TimescaleDB is powerful; however, there is an important caveat if you opt for managed databases instead of self-hosted Postgres: the TimescaleDB extension is not universally supported across providers, such as Google Cloud. Among all options, I found that DigitalOcean's managed Postgres offers support for TimescaleDB, but only with the Apache-licensed version and a limited set of features.
3. Postgres can still handle the startup scale pretty well
I think this is often overlooked due to the hype around modern storage systems and warehouses, as they can comfortably serve huge workloads up to terabytes, or even petabytes of data, at once. However, in fact, the startup was not there yet. Our data streams were driven by installed devices in commercial and residential buildings, meaning data growth depends on physical developments, not on viral traffic or sudden spikes due to social media.
I'm not sure of how much Postgres can handle, but its long history and widespread use across the industry gave me more confidence. At the time of writing, we had seen a x15 growth in data streams and volume, and Postgres combined with TimescaleDB still stored and computed our analytics reliably.
4. Postgres' concepts are easy to explain
As the only engineer at the startup, I had to communicate many infrastructure decisions to non-technical stakeholders. In our case, the data infrastructure was tightly coupled to the core business model. Thus, the first to notice that devices were behaving incorrectly were often business people, such as the CEO or CFO, not engineers. As such, my job as an engineer was also to build the data pipeline and storage that are visible and inspectable to non-engineers.
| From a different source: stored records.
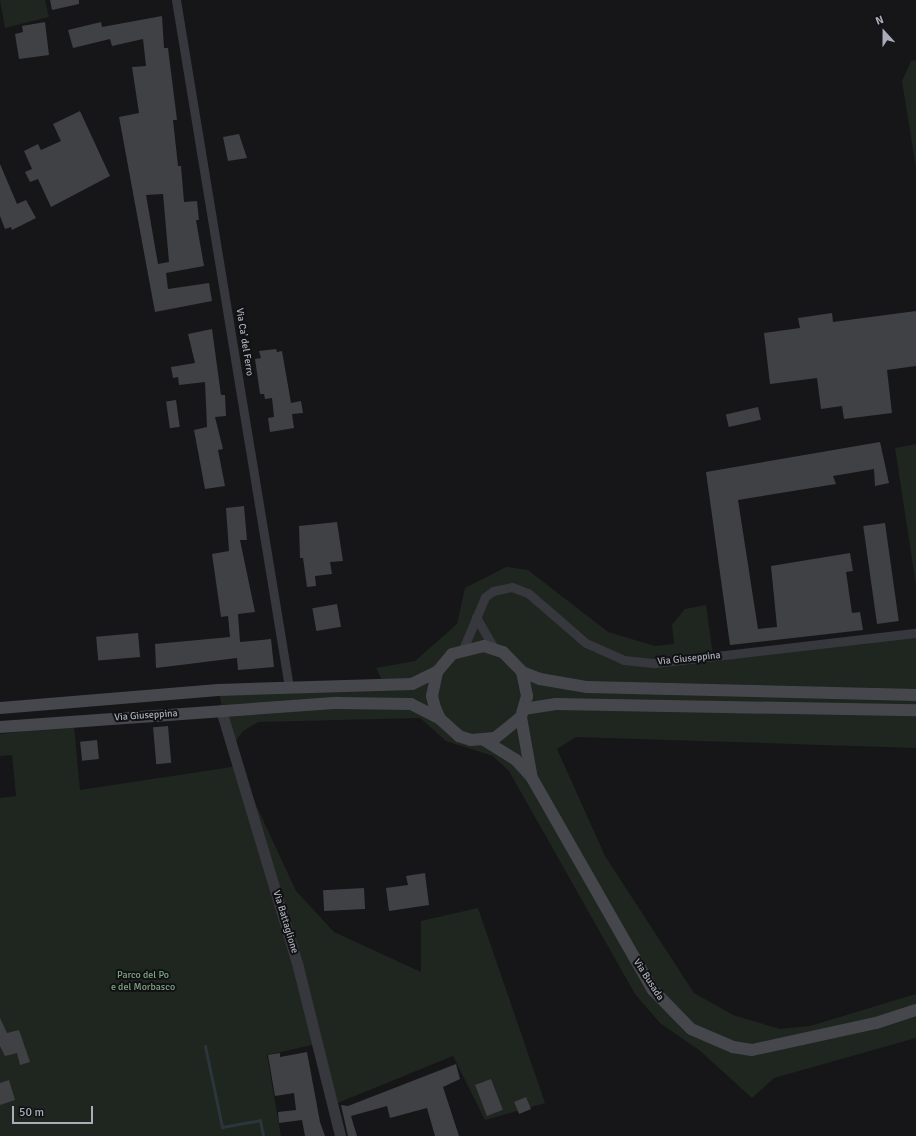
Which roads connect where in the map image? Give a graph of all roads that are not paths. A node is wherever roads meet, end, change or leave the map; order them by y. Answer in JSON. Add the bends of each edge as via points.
{"nodes":[{"id":1,"x":176,"y":0,"type":"edge"},
{"id":2,"x":476,"y":617,"type":"junction"},
{"id":3,"x":916,"y":633,"type":"edge"},
{"id":4,"x":494,"y":648,"type":"junction"},
{"id":5,"x":463,"y":649,"type":"junction"},
{"id":6,"x":437,"y":672,"type":"junction"},
{"id":7,"x":522,"y":672,"type":"junction"},
{"id":8,"x":289,"y":687,"type":"junction"},
{"id":9,"x":218,"y":690,"type":"junction"},
{"id":10,"x":916,"y":695,"type":"edge"},
{"id":11,"x":291,"y":705,"type":"junction"},
{"id":12,"x":0,"y":708,"type":"edge"},
{"id":13,"x":221,"y":710,"type":"junction"},
{"id":14,"x":916,"y":710,"type":"edge"},
{"id":15,"x":523,"y":713,"type":"junction"},
{"id":16,"x":440,"y":719,"type":"junction"},
{"id":17,"x":0,"y":727,"type":"edge"},
{"id":18,"x":484,"y":740,"type":"junction"},
{"id":19,"x":532,"y":778,"type":"junction"},
{"id":20,"x":916,"y":1010,"type":"edge"},
{"id":21,"x":916,"y":1019,"type":"edge"},
{"id":22,"x":876,"y":1023,"type":"junction"},
{"id":23,"x":340,"y":1136,"type":"edge"}],
"edges":[{"from":1,"to":8,"type":"street","name":"Via Ca' del Ferro"},
{"from":2,"to":3,"type":"street","name":"Via Giuseppina","via":[[485,597],[493,591],[512,586],[528,593],[586,643],[604,654],[655,663]]},
{"from":2,"to":4,"type":"street"},
{"from":2,"to":5,"type":"street","name":"Via Giuseppina"},
{"from":4,"to":5,"type":"main road"},
{"from":4,"to":7,"type":"main road","via":[[510,657]]},
{"from":5,"to":6,"type":"main road","via":[[448,658]]},
{"from":6,"to":8,"type":"main road","name":"Via Giuseppina","via":[[403,686]]},
{"from":6,"to":16,"type":"main road","via":[[432,696]]},
{"from":7,"to":10,"type":"main road","via":[[540,680],[587,687]]},
{"from":7,"to":15,"type":"main road","via":[[526,684]]},
{"from":8,"to":9,"type":"main road","name":"Via Giuseppina"},
{"from":8,"to":11,"type":"main road"},
{"from":9,"to":12,"type":"main road","name":"Via Giuseppina"},
{"from":9,"to":13,"type":"main road"},
{"from":11,"to":13,"type":"main road","name":"Via Giuseppina"},
{"from":11,"to":16,"type":"main road","name":"Via Giuseppina","via":[[410,704]]},
{"from":13,"to":17,"type":"main road","name":"Via Giuseppina"},
{"from":13,"to":23,"type":"street","name":"Via Battaglione","via":[[298,967]]},
{"from":14,"to":15,"type":"main road","via":[[556,704]]},
{"from":15,"to":18,"type":"main road","via":[[505,733]]},
{"from":15,"to":19,"type":"main road","name":"Via Busada"},
{"from":16,"to":18,"type":"main road","via":[[459,736]]},
{"from":18,"to":19,"type":"main road","name":"Via Busada","via":[[516,760]]},
{"from":19,"to":22,"type":"main road","name":"Via Busada","via":[[653,990],[690,1029],[733,1047],[752,1050]]},
{"from":20,"to":22,"type":"main road","name":"Via Busada"},
{"from":21,"to":22,"type":"main road","name":"Via Busada"}]}
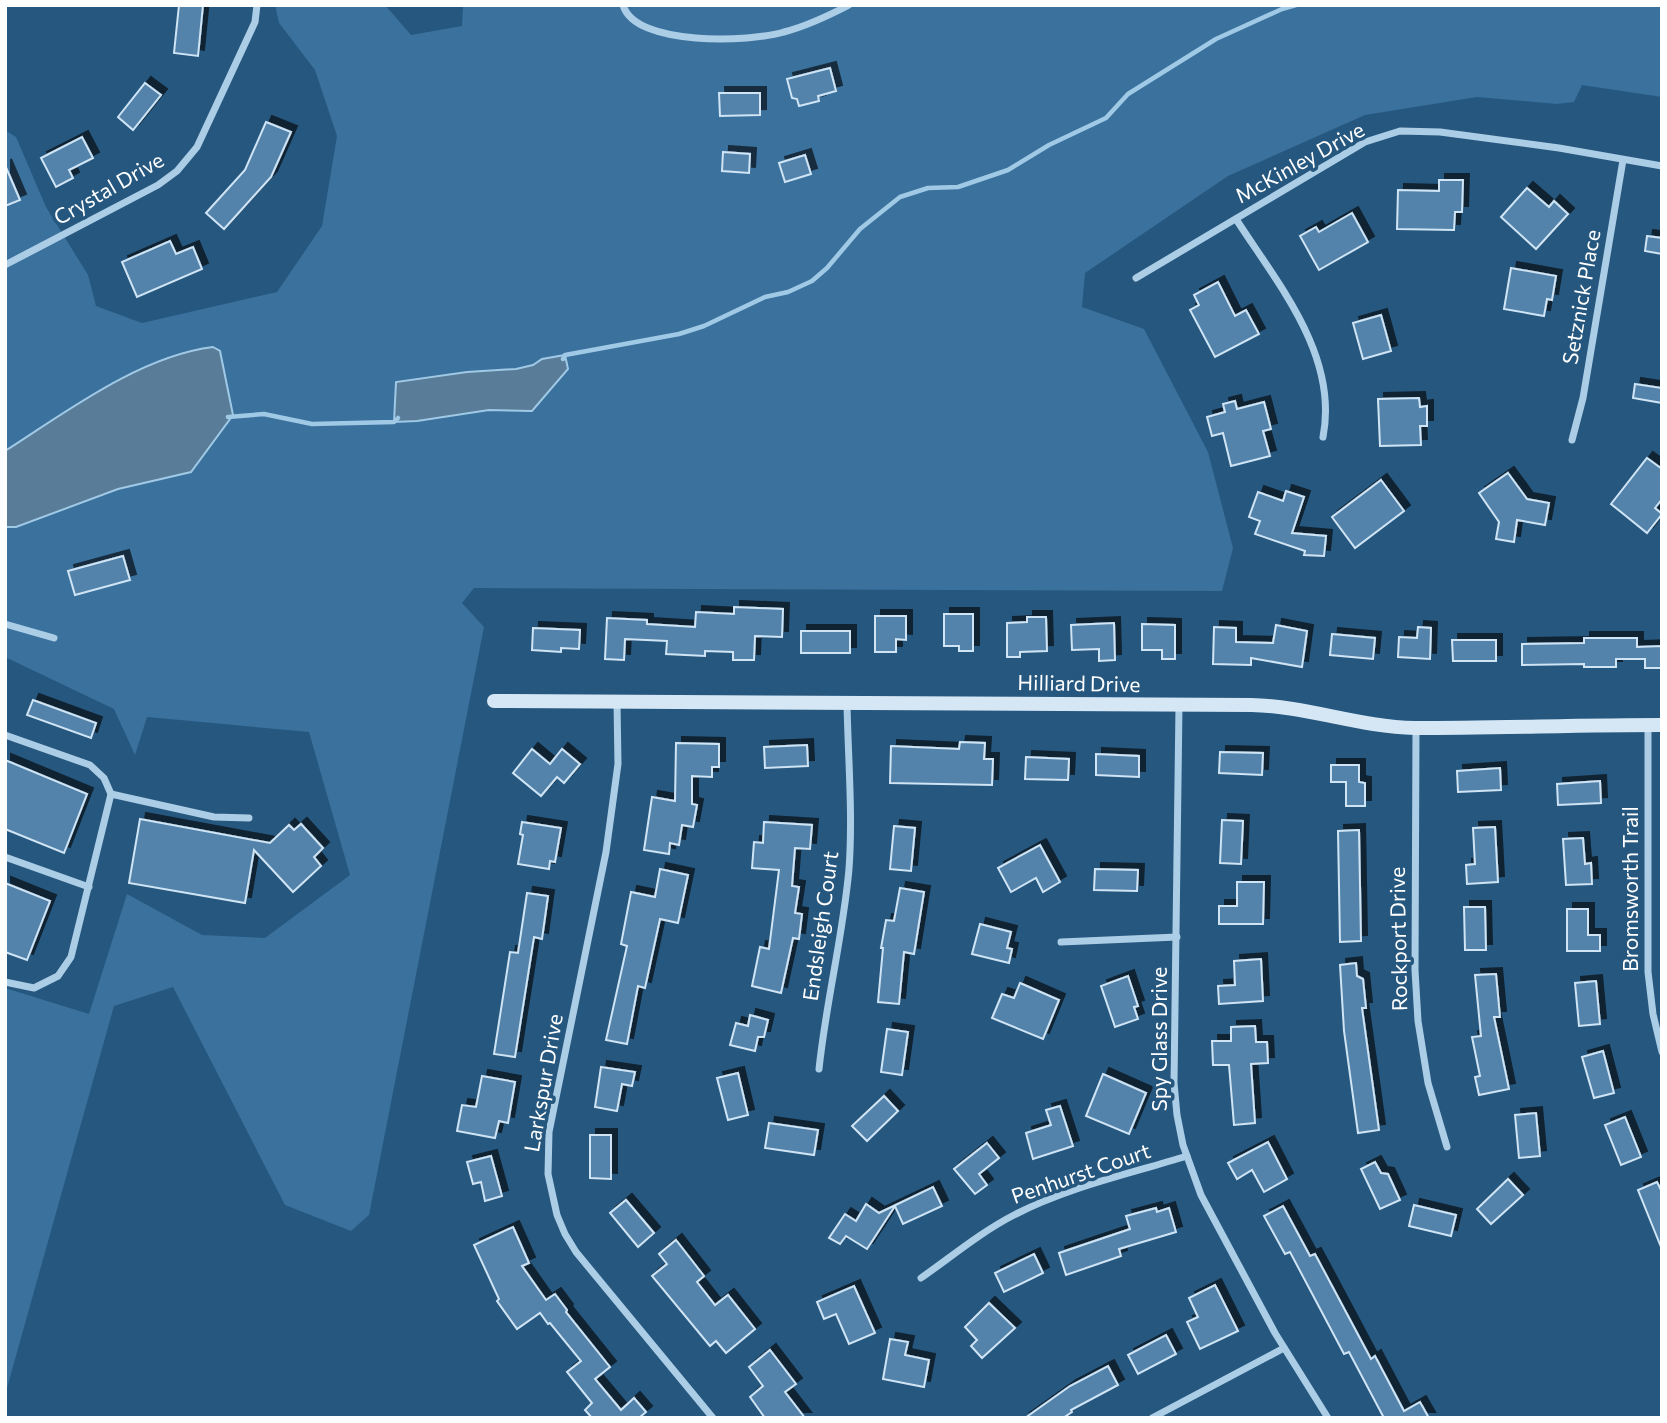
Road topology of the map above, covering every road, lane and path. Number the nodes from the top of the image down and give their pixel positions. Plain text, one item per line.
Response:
1 (257, 5) edge
2 (623, 5) edge
3 (849, 5) edge
4 (1623, 160) junction
5 (1662, 166) edge
6 (1236, 219) junction
7 (5, 265) edge
8 (1136, 278) dead end
9 (1323, 437) dead end
10 (1572, 439) dead end
11 (5, 624) edge
12 (54, 638) dead end
13 (494, 701) dead end
14 (847, 702) junction
15 (617, 703) junction
16 (1180, 706) junction
17 (1655, 725) edge
18 (1416, 727) junction
19 (5, 736) edge
20 (111, 794) junction
21 (249, 818) dead end
22 (5, 857) edge
23 (89, 887) junction
24 (1177, 937) junction
25 (1061, 942) dead end
26 (5, 982) edge
27 (1662, 1052) edge
28 (819, 1069) dead end
29 (1447, 1147) dead end
30 (1187, 1156) junction
31 (921, 1278) dead end
32 (1284, 1348) junction
33 (713, 1418) edge
34 (1152, 1418) edge
35 (1328, 1418) edge

1 - 7 street, Crystal Drive
2 - 3 street
4 - 5 street, McKinley Drive
4 - 6 street, McKinley Drive
4 - 10 street, Setznick Place
6 - 8 street, McKinley Drive
6 - 9 street
11 - 12 street
13 - 15 street, Hilliard Drive
14 - 15 street, Hilliard Drive
14 - 16 street, Hilliard Drive
14 - 28 street, Endsleigh Court
15 - 33 street, Larkspur Drive
16 - 18 street, Hilliard Drive
16 - 24 street, Spy Glass Drive
17 - 18 street, Hilliard Drive
17 - 27 street, Bromsworth Trail
18 - 29 street, Rockport Drive
19 - 20 street
20 - 21 street
20 - 23 street
22 - 23 street
23 - 26 street
24 - 25 street
24 - 30 street, Spy Glass Drive
30 - 31 street, Penhurst Court
30 - 32 street, Spy Glass Drive
32 - 34 street
32 - 35 street, Spy Glass Drive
Postgres' concepts, such as rows and tables, are intuitive and easy to understand. Even if they asked me why we needed IDs and why we split into small tables instead of merging, the concepts of primary and foreign keys were relatively straightforward to explain. To make the data accessible, I connected PostgreSQL directly to an open-source analytics tool called Metabase. This allowed stakeholders to view the data in a familiar, spreadsheet-like interface, explore it visually, and even run simple computations on their own.
PostgreSQL with TimescaleDB turned out to be an excellent yet simple choice for my use case. It allowed me to move fast without sacrificing correctness, while building a stable system that non-engineers could understand and use.
"Old-school" tools don't necessarily mean outdated or irrelevant. In fact, in the modern data landscape, I believe it's even more important to evaluate real needs, current scale, trade-offs, and risks before opting for a complex system design to get things "right" early on.